To treat spasticity, botulinum toxin injections were administered using the seeding technique into the innervation zones of the gastrocnemius, soleus, medial hamstring, and tibialis posterior muscles. The seeding technique provides more target-specific and effective botulinum toxin injections, leading to more favorable functional outcomes [1]. Oral baclofen was administered at a dose of 5 mg twice daily. An ankle-foot orthosis was prescribed along with a home exercise program focusing on range of motion and stretching. The patient was scheduled for regular follow-ups, and a slight improvement in his condition was observed. The patient is still undergoing regular follow-ups.

SPENCDI is an exceptionally rare autosomal recessive disorder caused by mutations in ACP5, which encodes the tartrate-resistant acid phosphatase (TRAP) enzyme [2]. These mutations reduce TRAP activity and subsequently increase osteopontin phosphorylation, promoting osteoclastic activity and ultimately resulting in skeletal pathologies that include bone and cartilage defects [3]. Clinically, SPENCDI is characterized by skeletal dysplasia, immunological dysfunction, and neurological impairment. Musculoskeletal involvement commonly includes vertebral and metaphyseal dysplasia, enchondromas affecting the spine and long bones, platyspondyly, rhizomelia, and spinal deformities that manifest as short stature, gait abnormalities, and skeletal deformities.
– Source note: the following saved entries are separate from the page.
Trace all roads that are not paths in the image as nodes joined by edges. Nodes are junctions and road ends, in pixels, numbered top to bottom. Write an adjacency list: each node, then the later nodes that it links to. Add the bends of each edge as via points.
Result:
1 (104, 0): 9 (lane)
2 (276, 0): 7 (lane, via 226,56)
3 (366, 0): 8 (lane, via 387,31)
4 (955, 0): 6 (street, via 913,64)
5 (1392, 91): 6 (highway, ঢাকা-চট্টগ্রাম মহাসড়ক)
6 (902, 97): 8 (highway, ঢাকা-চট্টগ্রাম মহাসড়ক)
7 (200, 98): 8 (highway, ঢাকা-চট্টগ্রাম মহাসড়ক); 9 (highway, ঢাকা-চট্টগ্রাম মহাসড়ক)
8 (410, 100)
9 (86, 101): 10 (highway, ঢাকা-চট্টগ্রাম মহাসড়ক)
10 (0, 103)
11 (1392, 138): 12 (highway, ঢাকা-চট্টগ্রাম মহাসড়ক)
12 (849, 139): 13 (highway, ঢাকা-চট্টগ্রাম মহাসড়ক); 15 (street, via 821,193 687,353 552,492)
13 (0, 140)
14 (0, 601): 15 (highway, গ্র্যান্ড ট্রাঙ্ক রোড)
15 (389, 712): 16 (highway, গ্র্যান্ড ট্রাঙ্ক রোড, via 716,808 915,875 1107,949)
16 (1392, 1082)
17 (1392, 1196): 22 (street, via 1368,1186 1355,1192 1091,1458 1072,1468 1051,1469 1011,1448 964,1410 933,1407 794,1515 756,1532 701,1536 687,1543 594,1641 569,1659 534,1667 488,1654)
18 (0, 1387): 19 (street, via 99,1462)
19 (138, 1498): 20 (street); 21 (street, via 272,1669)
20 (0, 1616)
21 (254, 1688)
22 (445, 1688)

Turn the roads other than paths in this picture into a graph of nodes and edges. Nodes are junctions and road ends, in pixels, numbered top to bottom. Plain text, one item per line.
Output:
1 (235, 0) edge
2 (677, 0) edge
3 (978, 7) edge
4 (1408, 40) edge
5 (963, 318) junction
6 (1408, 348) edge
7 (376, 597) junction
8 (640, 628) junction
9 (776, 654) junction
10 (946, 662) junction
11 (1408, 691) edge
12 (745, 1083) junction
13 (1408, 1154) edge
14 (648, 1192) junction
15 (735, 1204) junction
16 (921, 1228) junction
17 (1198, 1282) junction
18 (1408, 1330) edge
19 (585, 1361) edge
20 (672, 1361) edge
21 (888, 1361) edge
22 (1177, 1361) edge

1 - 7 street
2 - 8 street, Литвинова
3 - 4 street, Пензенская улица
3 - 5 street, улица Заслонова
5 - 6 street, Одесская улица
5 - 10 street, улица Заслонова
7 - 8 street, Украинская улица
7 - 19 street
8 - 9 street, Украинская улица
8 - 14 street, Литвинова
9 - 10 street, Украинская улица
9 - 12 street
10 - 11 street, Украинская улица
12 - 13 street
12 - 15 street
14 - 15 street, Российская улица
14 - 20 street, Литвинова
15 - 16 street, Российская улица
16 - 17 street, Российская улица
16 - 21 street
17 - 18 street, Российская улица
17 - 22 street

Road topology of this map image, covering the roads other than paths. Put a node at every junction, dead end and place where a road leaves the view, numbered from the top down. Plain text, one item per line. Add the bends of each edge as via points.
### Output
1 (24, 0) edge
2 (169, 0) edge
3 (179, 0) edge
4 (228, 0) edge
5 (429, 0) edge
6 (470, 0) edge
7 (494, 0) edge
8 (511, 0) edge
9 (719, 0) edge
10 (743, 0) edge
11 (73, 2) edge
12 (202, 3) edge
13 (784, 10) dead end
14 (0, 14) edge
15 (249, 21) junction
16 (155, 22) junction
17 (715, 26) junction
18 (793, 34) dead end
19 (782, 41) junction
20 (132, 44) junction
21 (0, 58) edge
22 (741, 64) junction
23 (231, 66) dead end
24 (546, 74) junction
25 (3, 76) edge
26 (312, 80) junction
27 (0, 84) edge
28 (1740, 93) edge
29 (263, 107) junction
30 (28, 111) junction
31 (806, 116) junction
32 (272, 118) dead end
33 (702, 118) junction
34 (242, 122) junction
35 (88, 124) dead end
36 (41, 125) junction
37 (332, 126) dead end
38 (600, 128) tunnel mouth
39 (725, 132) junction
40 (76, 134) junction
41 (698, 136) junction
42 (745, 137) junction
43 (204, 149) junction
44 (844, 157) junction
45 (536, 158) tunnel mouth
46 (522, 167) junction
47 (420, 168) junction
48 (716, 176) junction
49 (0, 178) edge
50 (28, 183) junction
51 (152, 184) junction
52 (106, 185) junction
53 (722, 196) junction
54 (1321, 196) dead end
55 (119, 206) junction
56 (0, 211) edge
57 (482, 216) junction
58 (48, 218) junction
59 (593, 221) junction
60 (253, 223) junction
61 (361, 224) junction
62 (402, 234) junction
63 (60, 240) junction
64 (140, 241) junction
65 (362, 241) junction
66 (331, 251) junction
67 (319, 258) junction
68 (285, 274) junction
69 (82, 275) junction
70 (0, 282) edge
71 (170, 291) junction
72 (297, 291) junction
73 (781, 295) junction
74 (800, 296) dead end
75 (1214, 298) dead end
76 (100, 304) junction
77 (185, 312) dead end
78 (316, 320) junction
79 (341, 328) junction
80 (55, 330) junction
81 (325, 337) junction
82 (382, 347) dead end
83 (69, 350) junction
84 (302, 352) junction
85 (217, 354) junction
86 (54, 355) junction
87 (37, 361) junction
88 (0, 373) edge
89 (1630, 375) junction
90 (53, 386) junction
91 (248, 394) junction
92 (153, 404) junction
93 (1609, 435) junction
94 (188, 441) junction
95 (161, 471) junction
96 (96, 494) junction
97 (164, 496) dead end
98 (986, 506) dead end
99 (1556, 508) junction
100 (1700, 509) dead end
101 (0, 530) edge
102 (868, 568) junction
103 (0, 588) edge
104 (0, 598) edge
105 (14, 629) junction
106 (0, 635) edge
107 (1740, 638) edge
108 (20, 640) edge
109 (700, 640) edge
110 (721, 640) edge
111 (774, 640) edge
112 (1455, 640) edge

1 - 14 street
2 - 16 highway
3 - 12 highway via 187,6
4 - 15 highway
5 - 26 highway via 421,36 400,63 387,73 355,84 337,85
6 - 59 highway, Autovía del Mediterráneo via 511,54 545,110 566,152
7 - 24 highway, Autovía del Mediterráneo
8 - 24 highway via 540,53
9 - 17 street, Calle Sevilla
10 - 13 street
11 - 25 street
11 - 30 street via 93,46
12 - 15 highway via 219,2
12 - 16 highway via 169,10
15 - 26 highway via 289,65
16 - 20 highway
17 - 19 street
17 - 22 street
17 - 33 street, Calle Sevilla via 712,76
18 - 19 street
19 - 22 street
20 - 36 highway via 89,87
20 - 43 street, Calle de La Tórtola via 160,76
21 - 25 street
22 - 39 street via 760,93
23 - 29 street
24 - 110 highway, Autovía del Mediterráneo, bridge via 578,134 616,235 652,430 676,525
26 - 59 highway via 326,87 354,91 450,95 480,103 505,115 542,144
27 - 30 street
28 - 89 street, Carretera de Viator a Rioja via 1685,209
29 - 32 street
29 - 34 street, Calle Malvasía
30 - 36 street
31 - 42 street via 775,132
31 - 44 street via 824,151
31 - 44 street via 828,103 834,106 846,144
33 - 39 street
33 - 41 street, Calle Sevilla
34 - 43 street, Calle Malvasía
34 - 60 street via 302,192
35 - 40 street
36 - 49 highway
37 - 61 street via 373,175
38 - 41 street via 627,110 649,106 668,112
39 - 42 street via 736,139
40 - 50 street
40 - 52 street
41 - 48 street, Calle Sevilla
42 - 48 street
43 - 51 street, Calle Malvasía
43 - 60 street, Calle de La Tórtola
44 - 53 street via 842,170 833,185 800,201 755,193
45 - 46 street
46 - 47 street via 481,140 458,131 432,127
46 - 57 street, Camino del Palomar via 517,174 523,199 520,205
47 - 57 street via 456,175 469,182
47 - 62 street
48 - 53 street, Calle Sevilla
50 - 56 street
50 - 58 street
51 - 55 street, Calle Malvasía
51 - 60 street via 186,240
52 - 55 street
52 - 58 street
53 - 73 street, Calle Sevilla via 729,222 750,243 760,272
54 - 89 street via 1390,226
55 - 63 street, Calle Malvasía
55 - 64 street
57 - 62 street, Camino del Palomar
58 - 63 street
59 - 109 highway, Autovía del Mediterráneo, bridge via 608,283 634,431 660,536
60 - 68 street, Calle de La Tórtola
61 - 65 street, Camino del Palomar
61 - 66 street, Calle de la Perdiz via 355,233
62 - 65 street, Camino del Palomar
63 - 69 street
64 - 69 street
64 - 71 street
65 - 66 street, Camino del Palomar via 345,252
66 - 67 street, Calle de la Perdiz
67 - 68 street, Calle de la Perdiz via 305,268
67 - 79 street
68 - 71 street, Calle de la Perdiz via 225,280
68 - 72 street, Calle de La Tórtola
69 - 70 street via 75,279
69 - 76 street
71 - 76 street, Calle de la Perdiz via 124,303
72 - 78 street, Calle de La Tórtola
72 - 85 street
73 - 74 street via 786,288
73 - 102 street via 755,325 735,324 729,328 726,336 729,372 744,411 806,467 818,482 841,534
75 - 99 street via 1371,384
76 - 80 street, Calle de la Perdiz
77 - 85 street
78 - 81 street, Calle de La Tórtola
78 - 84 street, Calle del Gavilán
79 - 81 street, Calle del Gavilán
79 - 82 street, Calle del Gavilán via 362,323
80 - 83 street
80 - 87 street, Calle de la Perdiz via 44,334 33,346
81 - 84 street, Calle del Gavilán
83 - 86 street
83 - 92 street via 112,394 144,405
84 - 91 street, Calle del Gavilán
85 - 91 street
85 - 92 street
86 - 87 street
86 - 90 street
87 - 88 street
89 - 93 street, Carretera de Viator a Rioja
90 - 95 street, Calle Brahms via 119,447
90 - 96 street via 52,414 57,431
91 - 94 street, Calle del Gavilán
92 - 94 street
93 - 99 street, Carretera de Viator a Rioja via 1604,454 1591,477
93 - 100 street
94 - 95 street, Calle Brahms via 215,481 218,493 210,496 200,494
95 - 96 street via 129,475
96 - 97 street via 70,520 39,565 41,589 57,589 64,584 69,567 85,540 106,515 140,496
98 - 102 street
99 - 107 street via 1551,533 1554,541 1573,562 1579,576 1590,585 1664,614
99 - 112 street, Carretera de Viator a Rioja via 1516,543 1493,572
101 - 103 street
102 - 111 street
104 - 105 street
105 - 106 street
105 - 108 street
Immunological dysfunction can present as recurrent infections, immunodeficiency, thrombocytopenia, hemolytic anemia, systemic lupus erythematosus, or rheumatoid arthritis. Neurological manifestations may include ataxia, spasticity, intracranial calcification, and cognitive impairment [2] (Fig. 3).

The diagnosis of SPENCDI relies primarily on genetic testing, although family history and characteristic clinical features may also suggest the condition [3]. In pediatric patients presenting with a triad of musculoskeletal, immunological, and neurological symptoms, SPENCDI should be considered in the differential diagnosis, with genetic testing recommended in suspected cases. Although there is currently no definitive treatment for SPENCDI, immunological therapies are currently being investigated. Herein, we have presented a case of SPENCDI to raise awareness of this rare syndrome and emphasize its inclusion in the differential diagnosis of pediatric patients with musculoskeletal, immunological, and neurocognitive abnormalities. Early diagnosis and management are critical as they may positively influence the prognosis of patients with SPENCDI.

Supplementary materials

Supplementary Video 1 can be found at https://doi.org/10.12701/jyms.2025.42.30.

Supplementary Video 1.

A recording of the patient exhibiting toe walking at home.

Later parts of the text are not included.